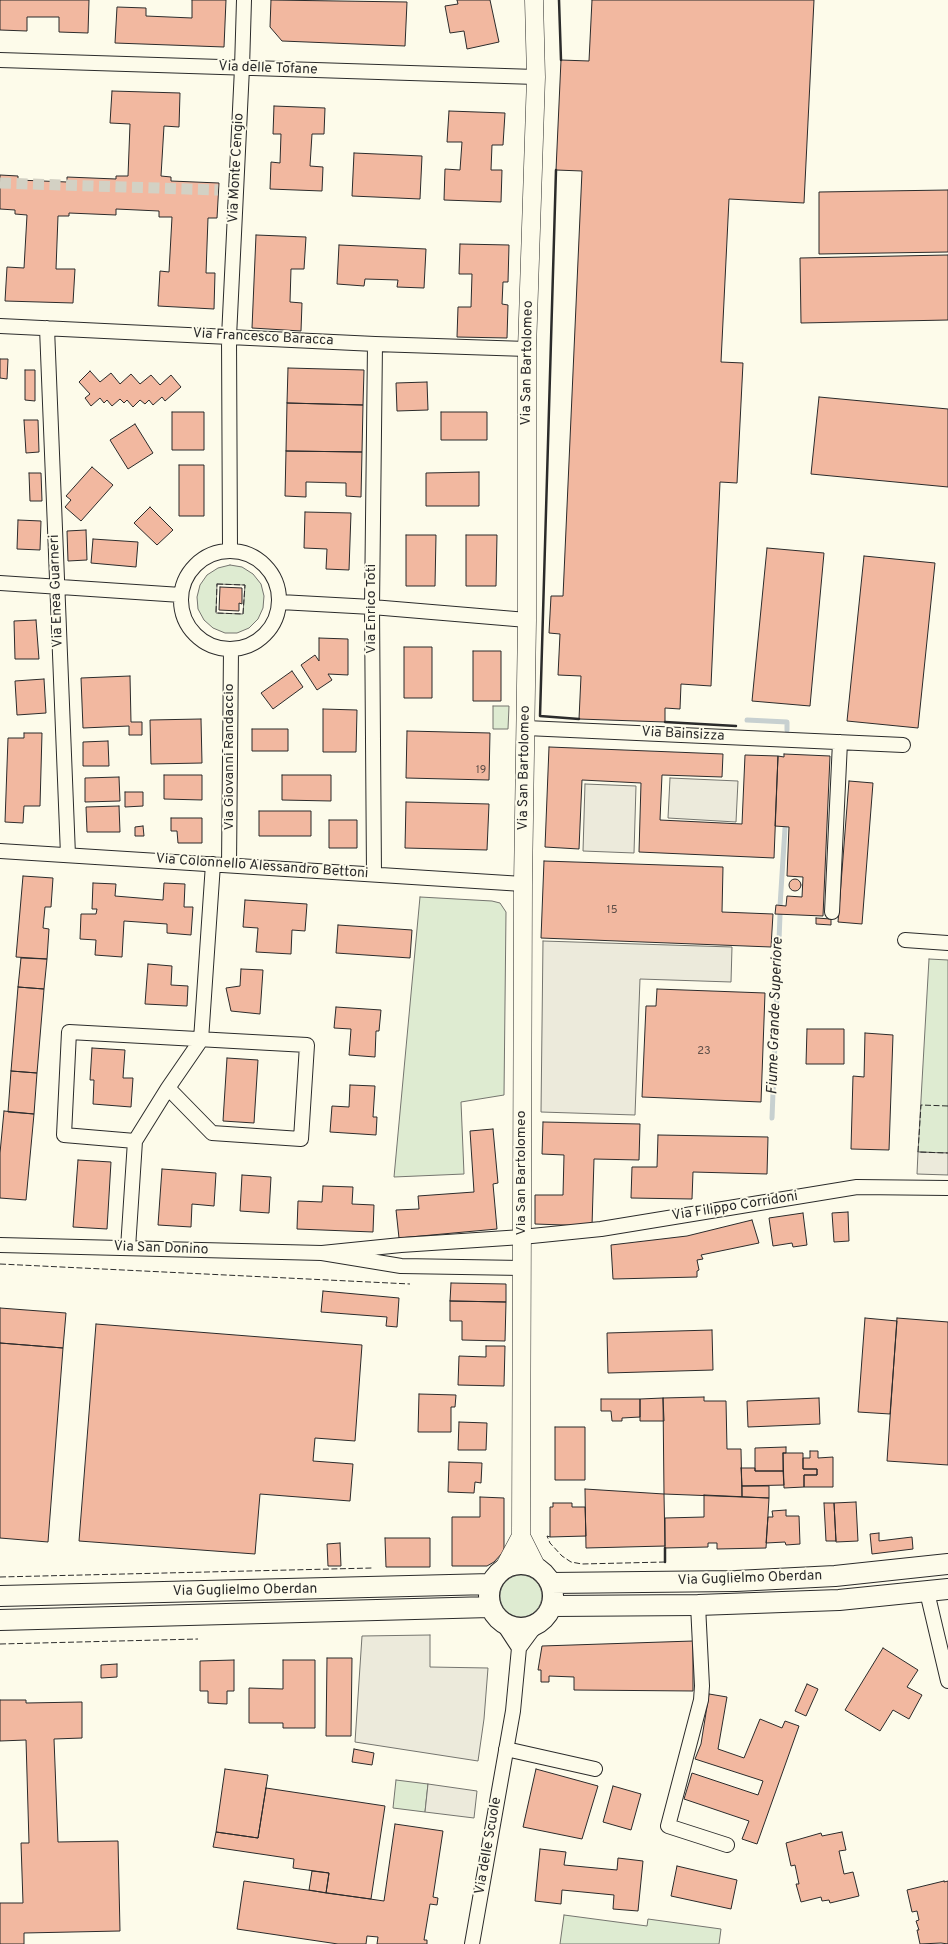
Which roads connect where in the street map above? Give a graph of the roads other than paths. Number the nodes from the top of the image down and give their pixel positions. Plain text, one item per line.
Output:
1 (244, 0) edge
2 (534, 0) edge
3 (0, 60) edge
4 (242, 68) junction
5 (536, 77) junction
6 (0, 326) edge
7 (47, 328) junction
8 (229, 337) junction
9 (375, 344) junction
10 (527, 349) junction
11 (230, 550) junction
12 (0, 583) edge
13 (57, 587) junction
14 (181, 595) junction
15 (280, 602) junction
16 (372, 607) junction
17 (527, 620) junction
18 (230, 649) junction
19 (526, 728) junction
20 (840, 742) junction
21 (903, 746) dead end
22 (0, 851) edge
23 (68, 855) junction
24 (213, 864) junction
25 (230, 865) junction
26 (374, 874) junction
27 (523, 884) junction
28 (832, 912) dead end
29 (905, 940) dead end
30 (948, 943) edge
31 (201, 1040) junction
32 (168, 1088) junction
33 (135, 1141) junction
34 (948, 1188) edge
35 (522, 1237) junction
36 (0, 1244) edge
37 (128, 1248) junction
38 (322, 1254) junction
39 (522, 1268) junction
40 (521, 1536) junction
41 (948, 1564) edge
42 (504, 1568) junction
43 (537, 1568) junction
44 (551, 1583) junction
45 (491, 1584) junction
46 (948, 1589) edge
47 (927, 1592) junction
48 (0, 1596) edge
49 (698, 1605) junction
50 (552, 1606) junction
51 (496, 1615) junction
52 (0, 1620) edge
53 (536, 1625) junction
54 (519, 1648) junction
55 (948, 1681) edge
56 (506, 1749) junction
57 (594, 1769) dead end
58 (727, 1845) dead end
59 (472, 1944) edge

1 - 4 street, Via Monte Cengio
2 - 5 street, Via San Bartolomeo
3 - 4 street, Via delle Tofane
4 - 5 street, Via delle Tofane
4 - 8 street, Via Monte Cengio
5 - 10 street, Via San Bartolomeo
6 - 7 street, Via Francesco Baracca
7 - 8 street, Via Francesco Baracca
7 - 13 street, Via Enea Guarneri
8 - 9 street, Via Francesco Baracca
8 - 11 street
9 - 10 street, Via Francesco Baracca
9 - 16 street, Via Enrico Toti
10 - 17 street, Via San Bartolomeo
11 - 14 street
11 - 15 street
12 - 13 street
13 - 14 street
13 - 23 street, Via Enea Guarneri
14 - 18 street
15 - 16 street
15 - 18 street
16 - 17 street
16 - 26 street, Via Enrico Toti
17 - 19 street, Via San Bartolomeo
18 - 25 street, Via Giovanni Randaccio
19 - 20 street, Via Bainsizza
19 - 27 street, Via San Bartolomeo
20 - 21 street, Via Bainsizza
20 - 28 street
22 - 23 street, Via Colonnello Alessandro Bettoni
23 - 24 street, Via Colonnello Alessandro Bettoni
24 - 25 street, Via Colonnello Alessandro Bettoni
24 - 31 street
25 - 26 street, Via Colonnello Alessandro Bettoni
26 - 27 street, Via Colonnello Alessandro Bettoni
27 - 35 street, Via San Bartolomeo
29 - 30 street
31 - 32 street
31 - 32 street
31 - 33 street
32 - 33 street
33 - 37 street
34 - 35 street, Via Filippo Corridoni
35 - 38 street, Via San Donino
35 - 39 street, Via San Bartolomeo
36 - 37 street, Via San Donino
37 - 38 street, Via San Donino
38 - 39 street, Via San Donino
39 - 40 street, Via San Bartolomeo
40 - 42 street, Via San Bartolomeo
40 - 43 street, Via San Bartolomeo
41 - 44 main road, Via Guglielmo Oberdan
42 - 43 main road
42 - 45 main road
43 - 44 main road
44 - 50 main road
45 - 48 main road, Via Guglielmo Oberdan
45 - 51 main road
46 - 47 main road, Via Guglielmo Oberdan
47 - 49 main road, Via Guglielmo Oberdan
47 - 55 street
49 - 50 main road, Via Guglielmo Oberdan
49 - 58 street, Via Guglielmo Oberdan
50 - 53 main road
51 - 52 main road, Via Guglielmo Oberdan
51 - 53 main road, Via Guglielmo Oberdan
51 - 54 street
53 - 54 street
54 - 56 street, Via delle Scuole
56 - 57 street
56 - 59 street, Via delle Scuole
# # #
§ **YOUR ASSIGNMENT**
Word for word, print all of the data; skip the pictures.

§ **SOLUTION BELOW**
Which roads connect where in the street map above? Give a graph of the roads other than paths. Number the nodes from the top of the image down and give their pixel positions. Plain text, one item per line.
Output:
1 (244, 0) edge
2 (534, 0) edge
3 (0, 60) edge
4 (242, 68) junction
5 (536, 77) junction
6 (0, 326) edge
7 (47, 328) junction
8 (229, 337) junction
9 (375, 344) junction
10 (527, 349) junction
11 (230, 550) junction
12 (0, 583) edge
13 (57, 587) junction
14 (181, 595) junction
15 (280, 602) junction
16 (372, 607) junction
17 (527, 620) junction
18 (230, 649) junction
19 (526, 728) junction
20 (840, 742) junction
21 (903, 746) dead end
22 (0, 851) edge
23 (68, 855) junction
24 (213, 864) junction
25 (230, 865) junction
26 (374, 874) junction
27 (523, 884) junction
28 (832, 912) dead end
29 (905, 940) dead end
30 (948, 943) edge
31 (201, 1040) junction
32 (168, 1088) junction
33 (135, 1141) junction
34 (948, 1188) edge
35 (522, 1237) junction
36 (0, 1244) edge
37 (128, 1248) junction
38 (322, 1254) junction
39 (522, 1268) junction
40 (521, 1536) junction
41 (948, 1564) edge
42 (504, 1568) junction
43 (537, 1568) junction
44 (551, 1583) junction
45 (491, 1584) junction
46 (948, 1589) edge
47 (927, 1592) junction
48 (0, 1596) edge
49 (698, 1605) junction
50 (552, 1606) junction
51 (496, 1615) junction
52 (0, 1620) edge
53 (536, 1625) junction
54 (519, 1648) junction
55 (948, 1681) edge
56 (506, 1749) junction
57 (594, 1769) dead end
58 (727, 1845) dead end
59 (472, 1944) edge

1 - 4 street, Via Monte Cengio
2 - 5 street, Via San Bartolomeo
3 - 4 street, Via delle Tofane
4 - 5 street, Via delle Tofane
4 - 8 street, Via Monte Cengio
5 - 10 street, Via San Bartolomeo
6 - 7 street, Via Francesco Baracca
7 - 8 street, Via Francesco Baracca
7 - 13 street, Via Enea Guarneri
8 - 9 street, Via Francesco Baracca
8 - 11 street
9 - 10 street, Via Francesco Baracca
9 - 16 street, Via Enrico Toti
10 - 17 street, Via San Bartolomeo
11 - 14 street
11 - 15 street
12 - 13 street
13 - 14 street
13 - 23 street, Via Enea Guarneri
14 - 18 street
15 - 16 street
15 - 18 street
16 - 17 street
16 - 26 street, Via Enrico Toti
17 - 19 street, Via San Bartolomeo
18 - 25 street, Via Giovanni Randaccio
19 - 20 street, Via Bainsizza
19 - 27 street, Via San Bartolomeo
20 - 21 street, Via Bainsizza
20 - 28 street
22 - 23 street, Via Colonnello Alessandro Bettoni
23 - 24 street, Via Colonnello Alessandro Bettoni
24 - 25 street, Via Colonnello Alessandro Bettoni
24 - 31 street
25 - 26 street, Via Colonnello Alessandro Bettoni
26 - 27 street, Via Colonnello Alessandro Bettoni
27 - 35 street, Via San Bartolomeo
29 - 30 street
31 - 32 street
31 - 32 street
31 - 33 street
32 - 33 street
33 - 37 street
34 - 35 street, Via Filippo Corridoni
35 - 38 street, Via San Donino
35 - 39 street, Via San Bartolomeo
36 - 37 street, Via San Donino
37 - 38 street, Via San Donino
38 - 39 street, Via San Donino
39 - 40 street, Via San Bartolomeo
40 - 42 street, Via San Bartolomeo
40 - 43 street, Via San Bartolomeo
41 - 44 main road, Via Guglielmo Oberdan
42 - 43 main road
42 - 45 main road
43 - 44 main road
44 - 50 main road
45 - 48 main road, Via Guglielmo Oberdan
45 - 51 main road
46 - 47 main road, Via Guglielmo Oberdan
47 - 49 main road, Via Guglielmo Oberdan
47 - 55 street
49 - 50 main road, Via Guglielmo Oberdan
49 - 58 street, Via Guglielmo Oberdan
50 - 53 main road
51 - 52 main road, Via Guglielmo Oberdan
51 - 53 main road, Via Guglielmo Oberdan
51 - 54 street
53 - 54 street
54 - 56 street, Via delle Scuole
56 - 57 street
56 - 59 street, Via delle Scuole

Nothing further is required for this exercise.